Clinical significance of hepatitis C virus infection to alcoholics with cirrhosis in Korea.J Gastroenterol Hepatol. 2000 Nov; 15(11):1282-6.JG
To investigate the prevalence and clinical significance of hepatitis C virus (HCV) infection and its relationship with the development of hepatocellular carcinoma (HCC), 162 consecutive alcoholic patients with cirrhosis were studied. Alcohol intake and parenteral risk factors were investigated by interview using a questionnaire. All patients had consumed at least 80 g alcohol/day for at least the past 5 years. Sera were tested for anti-HCV using a third-generation enzyme immunoassay (EIA), hepatitis B s antigen (HBsAg), anti-HBs, anti-HBc and anti-HIV. Serum HCV-RNA was detected by a one-tube reverse transcription-polymerase chain reaction (RT-PCR) method.

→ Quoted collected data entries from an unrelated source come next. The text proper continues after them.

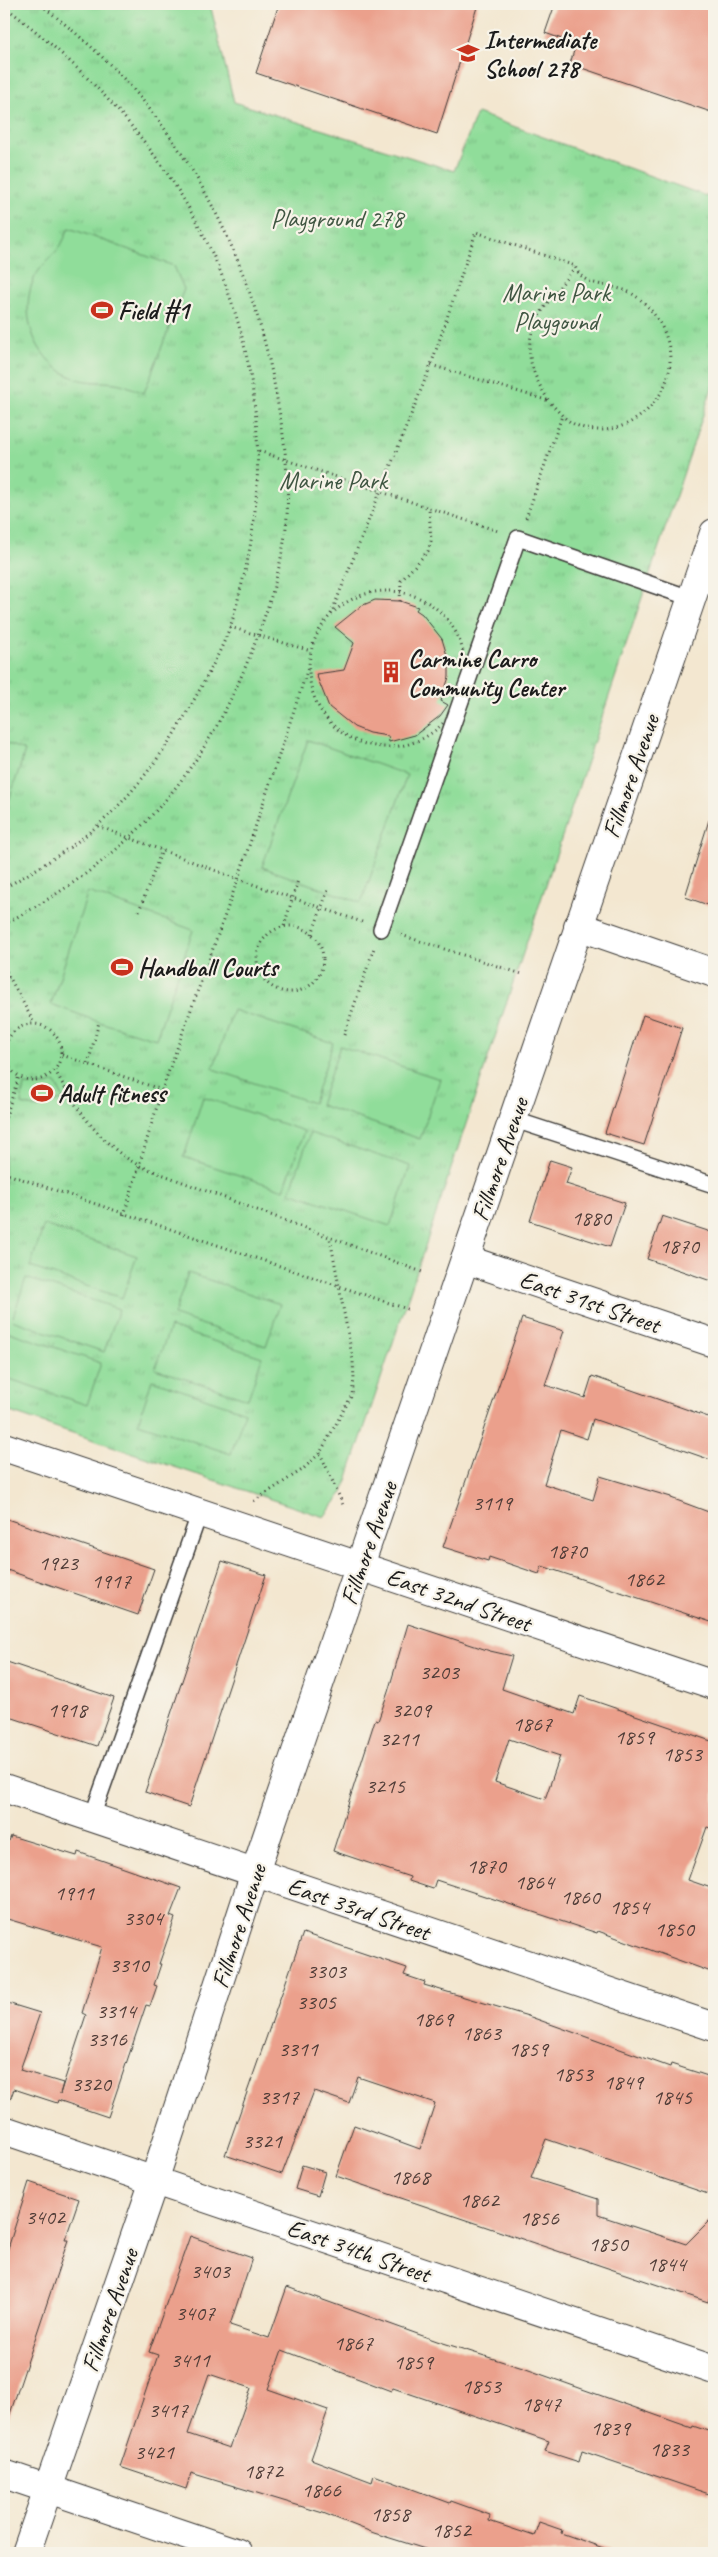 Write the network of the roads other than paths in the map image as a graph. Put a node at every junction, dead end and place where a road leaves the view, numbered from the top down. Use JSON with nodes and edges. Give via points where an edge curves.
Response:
{"nodes":[{"id":1,"x":714,"y":533,"type":"edge"},
{"id":2,"x":703,"y":602,"type":"edge"},
{"id":3,"x":578,"y":926,"type":"junction"},
{"id":4,"x":381,"y":929,"type":"road end"},
{"id":5,"x":714,"y":972,"type":"edge"},
{"id":6,"x":512,"y":1119,"type":"junction"},
{"id":7,"x":714,"y":1185,"type":"edge"},
{"id":8,"x":465,"y":1259,"type":"junction"},
{"id":9,"x":714,"y":1343,"type":"edge"},
{"id":10,"x":4,"y":1447,"type":"edge"},
{"id":11,"x":200,"y":1512,"type":"junction"},
{"id":12,"x":360,"y":1566,"type":"junction"},
{"id":13,"x":714,"y":1685,"type":"edge"},
{"id":14,"x":4,"y":1788,"type":"edge"},
{"id":15,"x":92,"y":1817,"type":"junction"},
{"id":16,"x":255,"y":1872,"type":"junction"},
{"id":17,"x":714,"y":2027,"type":"edge"},
{"id":18,"x":4,"y":2130,"type":"edge"},
{"id":19,"x":154,"y":2182,"type":"junction"},
{"id":20,"x":714,"y":2370,"type":"edge"},
{"id":21,"x":4,"y":2474,"type":"edge"},
{"id":22,"x":48,"y":2488,"type":"junction"},
{"id":23,"x":26,"y":2553,"type":"edge"},
{"id":24,"x":238,"y":2553,"type":"edge"}],
"edges":[{"from":1,"to":2,"type":"street","name":"Fillmore Avenue"},
{"from":2,"to":3,"type":"street","name":"Fillmore Avenue"},
{"from":2,"to":4,"type":"lane","via":[[518,538]]},
{"from":3,"to":5,"type":"street"},
{"from":3,"to":6,"type":"street","name":"Fillmore Avenue"},
{"from":6,"to":7,"type":"lane"},
{"from":6,"to":8,"type":"street","name":"Fillmore Avenue"},
{"from":8,"to":9,"type":"street","name":"East 31st Street"},
{"from":8,"to":12,"type":"street","name":"Fillmore Avenue"},
{"from":10,"to":11,"type":"street","name":"East 32nd Street"},
{"from":11,"to":12,"type":"street","name":"East 32nd Street"},
{"from":11,"to":15,"type":"lane"},
{"from":12,"to":13,"type":"street","name":"East 32nd Street"},
{"from":12,"to":16,"type":"street","name":"Fillmore Avenue"},
{"from":14,"to":15,"type":"street","name":"East 33rd Street"},
{"from":15,"to":16,"type":"street","name":"East 33rd Street"},
{"from":16,"to":17,"type":"street","name":"East 33rd Street"},
{"from":16,"to":19,"type":"street","name":"Fillmore Avenue"},
{"from":18,"to":19,"type":"street","name":"East 34th Street"},
{"from":19,"to":20,"type":"street","name":"East 34th Street"},
{"from":19,"to":22,"type":"street","name":"Fillmore Avenue"},
{"from":21,"to":22,"type":"street"},
{"from":22,"to":23,"type":"street","name":"Fillmore Avenue"},
{"from":22,"to":24,"type":"street"}]}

Patients were classified into three groups accroding to the presence or absence of viral markers: (i) cases without anti-HCV or HBsAg (group A); (ii) cases with HBsAg only (group B); and (iii) cases with anti-HCV only (group C). Demographic and clinical findings were compared among the three groups.

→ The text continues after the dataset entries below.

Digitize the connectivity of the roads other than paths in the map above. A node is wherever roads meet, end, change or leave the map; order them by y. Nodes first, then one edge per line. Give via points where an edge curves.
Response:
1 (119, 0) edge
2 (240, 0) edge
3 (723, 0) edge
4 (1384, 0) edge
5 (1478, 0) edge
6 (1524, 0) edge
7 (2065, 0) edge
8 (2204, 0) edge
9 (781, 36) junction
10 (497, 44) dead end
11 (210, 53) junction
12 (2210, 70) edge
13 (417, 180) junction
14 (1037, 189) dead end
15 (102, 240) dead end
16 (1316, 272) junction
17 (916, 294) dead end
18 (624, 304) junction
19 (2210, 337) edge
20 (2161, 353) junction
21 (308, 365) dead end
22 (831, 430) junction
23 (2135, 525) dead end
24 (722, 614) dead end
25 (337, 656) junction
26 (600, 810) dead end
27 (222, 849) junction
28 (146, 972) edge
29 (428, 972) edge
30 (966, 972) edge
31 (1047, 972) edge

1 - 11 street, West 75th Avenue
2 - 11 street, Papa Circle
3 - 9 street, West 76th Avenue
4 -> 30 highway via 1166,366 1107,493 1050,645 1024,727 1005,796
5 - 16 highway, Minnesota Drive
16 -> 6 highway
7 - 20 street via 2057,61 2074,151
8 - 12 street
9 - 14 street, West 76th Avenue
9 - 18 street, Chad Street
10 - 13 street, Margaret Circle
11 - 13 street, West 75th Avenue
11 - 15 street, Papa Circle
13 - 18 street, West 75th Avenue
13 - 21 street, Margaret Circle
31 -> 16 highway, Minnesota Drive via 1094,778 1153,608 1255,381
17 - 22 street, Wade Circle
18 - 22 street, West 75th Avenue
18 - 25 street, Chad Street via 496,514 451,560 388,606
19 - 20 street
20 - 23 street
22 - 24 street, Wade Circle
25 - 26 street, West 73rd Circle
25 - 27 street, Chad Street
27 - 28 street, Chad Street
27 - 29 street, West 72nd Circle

Anti-HCV was present in 17 cases (10.5%) and HBsAg was present in 47 cases (29%). No patient had both anti-HCV and HBsAg. Group C subjects were the oldest, but the duration of drinking in this group was similar to that of group A. There was no significant difference in the daily alcohol intake among the three groups. Previous surgical operations and tattooing were more frequent in group C. Only one patient in group C was an intravenous drug user. The combined rate of HCC was significantly higher in groups B and C than in groups A (34, 23.5 and 6.1%, respectively). Laboratory data showed a higher platelet count, higher albumin level, lower bilirubin level and lower aspartate aminotransferase/alanine aminotransferase ratio in group C patients than in the other two groups. Hepatitis C virus RNA was detected in 14 of 85 cases tested (16.5%), in 11 of 12 cases (91.7%) with anti-HCV and in three of 73 cases (4.1%) without anti-HCV.
Hepatitis C virus infection is frequent in alcoholic patients with cirrhosis in Korea. Hepatitis C virus, as well as hepatitis B virus, infection may have a synergistic effect on the development of HCC in alcoholic patients.